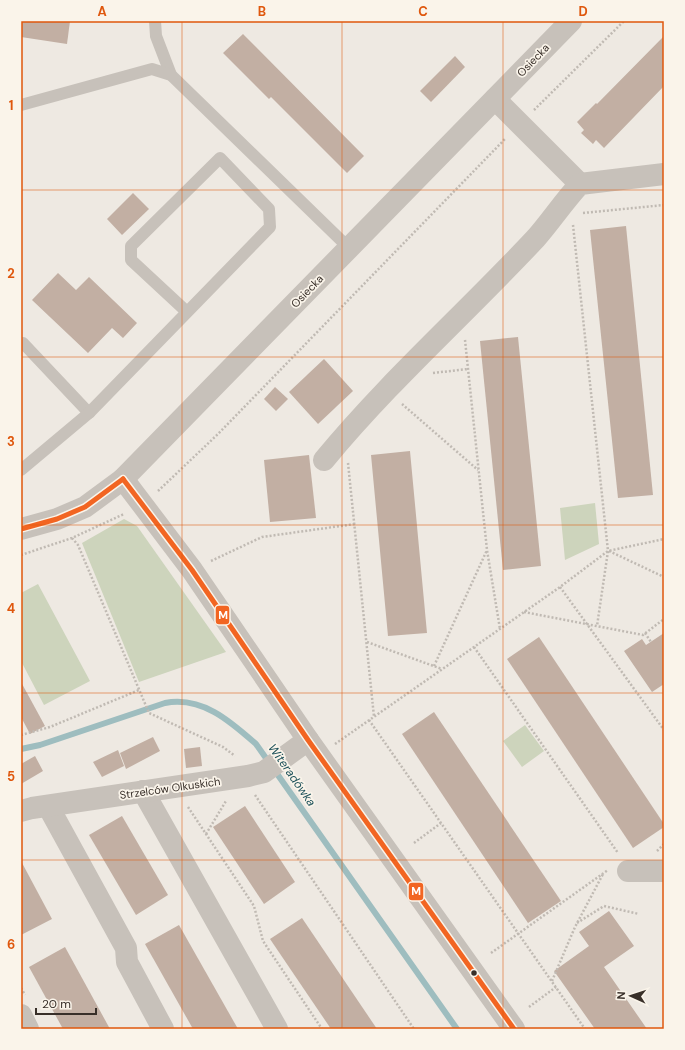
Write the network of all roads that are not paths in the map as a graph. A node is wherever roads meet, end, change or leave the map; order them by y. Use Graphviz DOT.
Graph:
graph roads {
  1 [pos="155,21"];
  2 [pos="571,21"];
  3 [pos="171,75"];
  4 [pos="495,99"];
  5 [pos="21,106"];
  6 [pos="664,174"];
  7 [pos="580,184"];
  8 [pos="349,248"];
  9 [pos="187,312"];
  10 [pos="23,343"];
  11 [pos="89,413"];
  12 [pos="324,460"];
  13 [pos="21,470"];
  14 [pos="123,479"];
  15 [pos="21,528"];
  16 [pos="308,740"];
  17 [pos="143,791"];
  18 [pos="48,806"];
  19 [pos="21,811"];
  20 [pos="625,865"];
  21 [pos="664,871"];
  22 [pos="21,1015"];
  23 [pos="28,1029"];
  24 [pos="163,1029"];
  25 [pos="277,1029"];
  26 [pos="514,1029"];
  1 -- 3 [label="lane"];
  2 -- 4 [label="street, Osiecka"];
  3 -- 5 [label="lane"];
  3 -- 8 [label="lane"];
  4 -- 7 [label="street"];
  4 -- 8 [label="street, Osiecka"];
  6 -- 7 [label="street"];
  7 -- 12 [label="street"];
  8 -- 14 [label="street, Osiecka"];
  9 -- 9 [label="lane"];
  9 -- 11 [label="lane"];
  10 -- 11 [label="lane"];
  11 -- 13 [label="lane"];
  14 -- 15 [label="street, Osiecka"];
  14 -- 16 [label="street"];
  16 -- 17 [label="street, Strzelców Olkuskich"];
  16 -- 26 [label="street"];
  17 -- 18 [label="street, Strzelców Olkuskich"];
  17 -- 25 [label="street"];
  18 -- 19 [label="street, Strzelców Olkuskich"];
  18 -- 24 [label="street"];
  20 -- 21 [label="street"];
  22 -- 23 [label="street"];
}
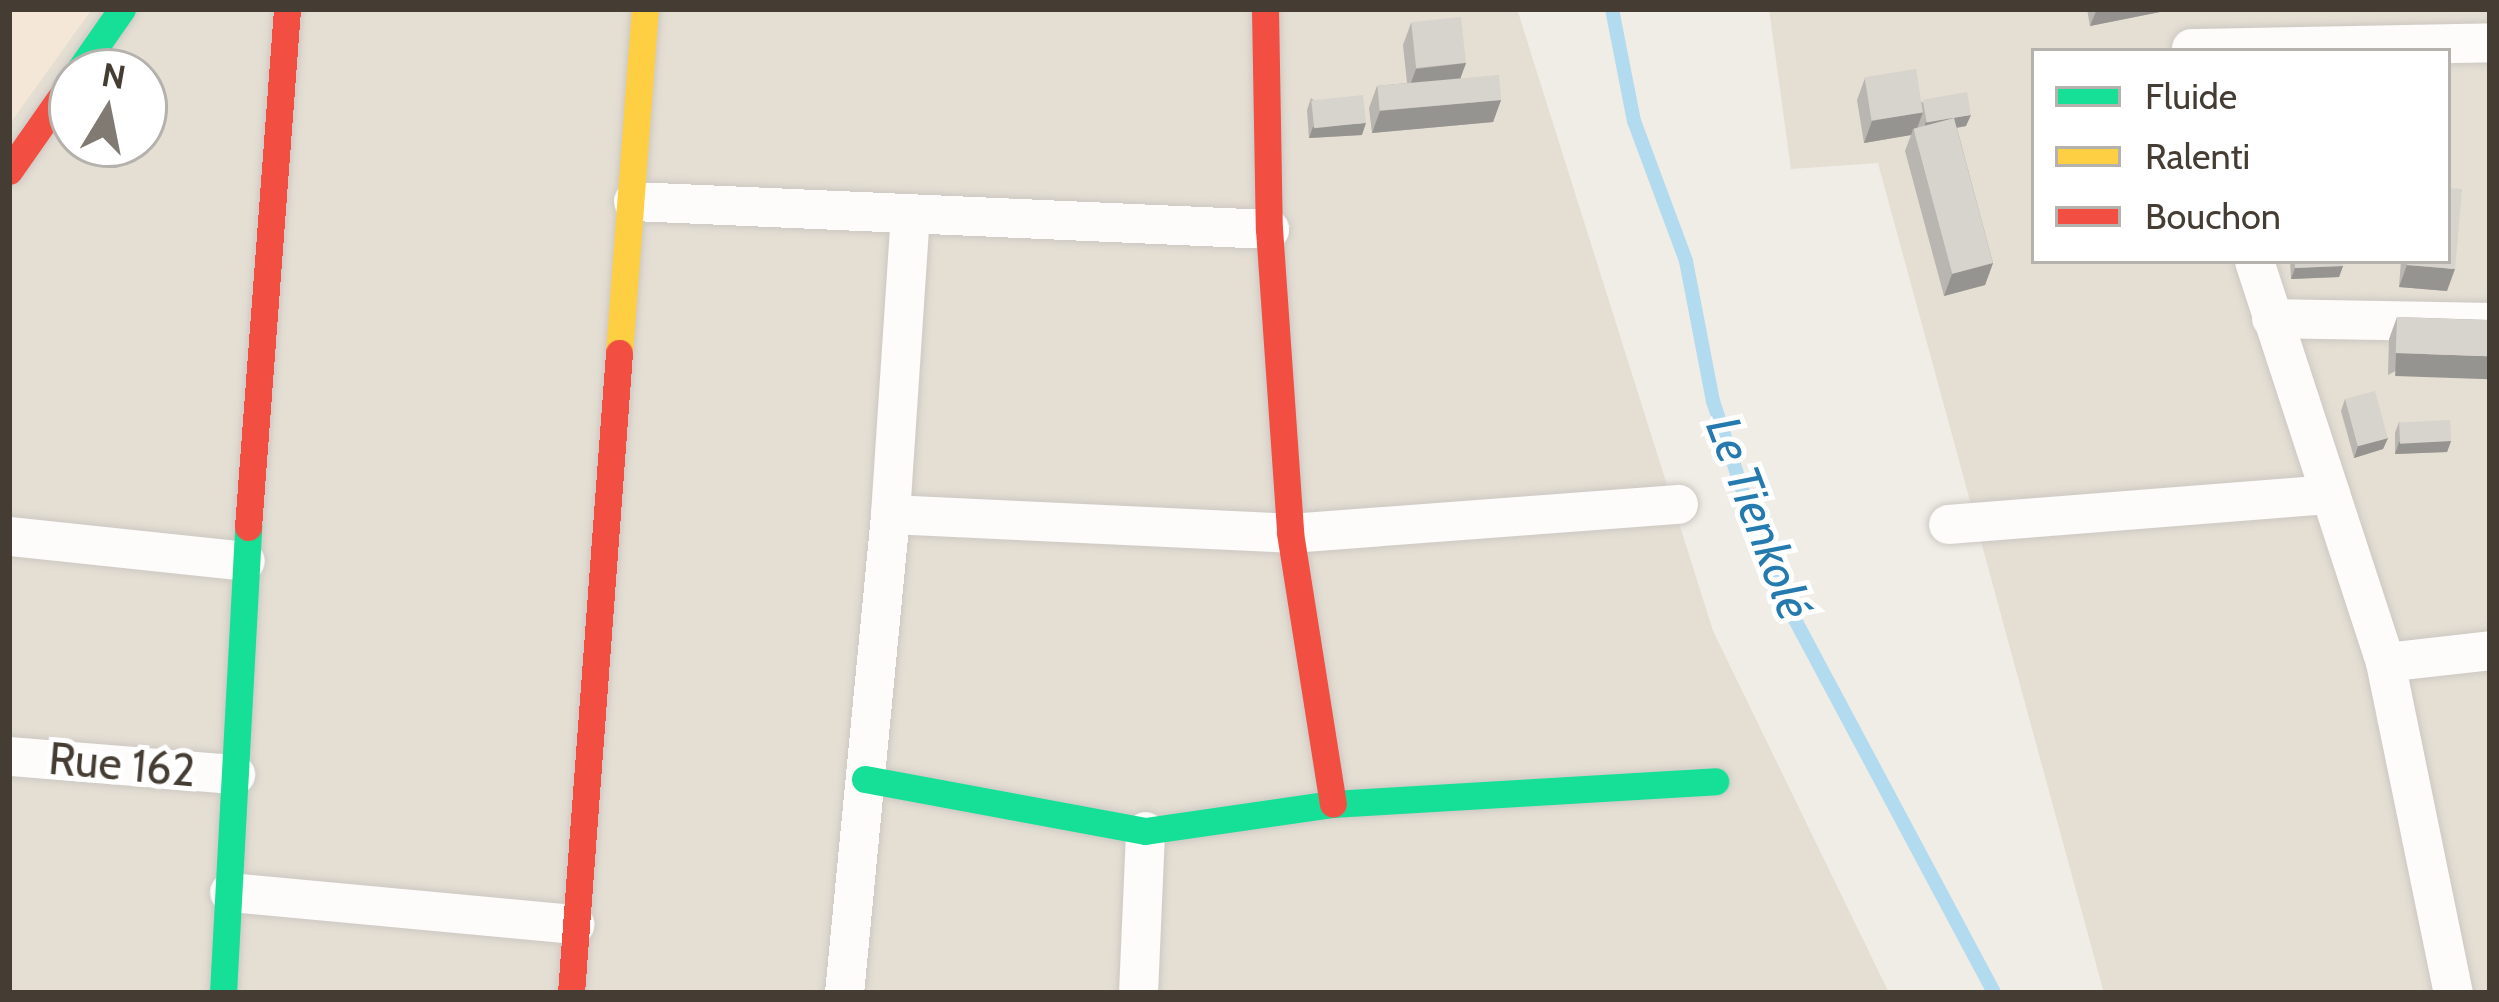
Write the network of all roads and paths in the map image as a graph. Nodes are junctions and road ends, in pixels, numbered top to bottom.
1 (122, 9) edge
2 (287, 9) edge
3 (645, 9) edge
4 (1265, 9) edge
5 (2190, 36) edge
6 (2490, 42) edge
7 (95, 48) edge
8 (48, 115) edge
9 (9, 171) edge
10 (633, 201) junction
11 (910, 216) junction
12 (1269, 230) junction
13 (2255, 264) edge
14 (2271, 318) junction
15 (2490, 322) edge
16 (2330, 494) junction
17 (1678, 504) dead end
18 (890, 514) junction
19 (1948, 524) dead end
20 (1290, 533) junction
21 (9, 536) edge
22 (245, 561) junction
23 (2490, 650) edge
24 (2385, 662) junction
25 (9, 756) edge
26 (235, 774) junction
27 (865, 779) junction
28 (1715, 781) dead end
29 (1334, 805) junction
30 (1145, 831) junction
31 (229, 892) junction
32 (575, 924) junction
33 (223, 993) edge
34 (571, 993) edge
35 (844, 993) edge
36 (1138, 993) edge
37 (2453, 993) edge

1 - 7 street
2 - 22 street
3 - 10 street
4 - 12 street
5 - 6 street
8 - 9 street
10 - 11 street
10 - 32 street
11 - 12 street
11 - 18 street
12 - 20 street
13 - 14 street
14 - 15 street
14 - 16 street
16 - 19 street
16 - 24 street
17 - 20 street
18 - 20 street
18 - 27 street
20 - 29 street
21 - 22 street
22 - 26 street
23 - 24 street
24 - 37 street
25 - 26 street, Rue 162
26 - 31 street
27 - 30 street
27 - 35 street
28 - 29 street
29 - 30 street
30 - 36 street
31 - 32 street
31 - 33 street
32 - 34 street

——————————

--- Exercise details ---
Could you tally the lines in these records that contain the word "dead" and give only the result?

--- Task solution ---
3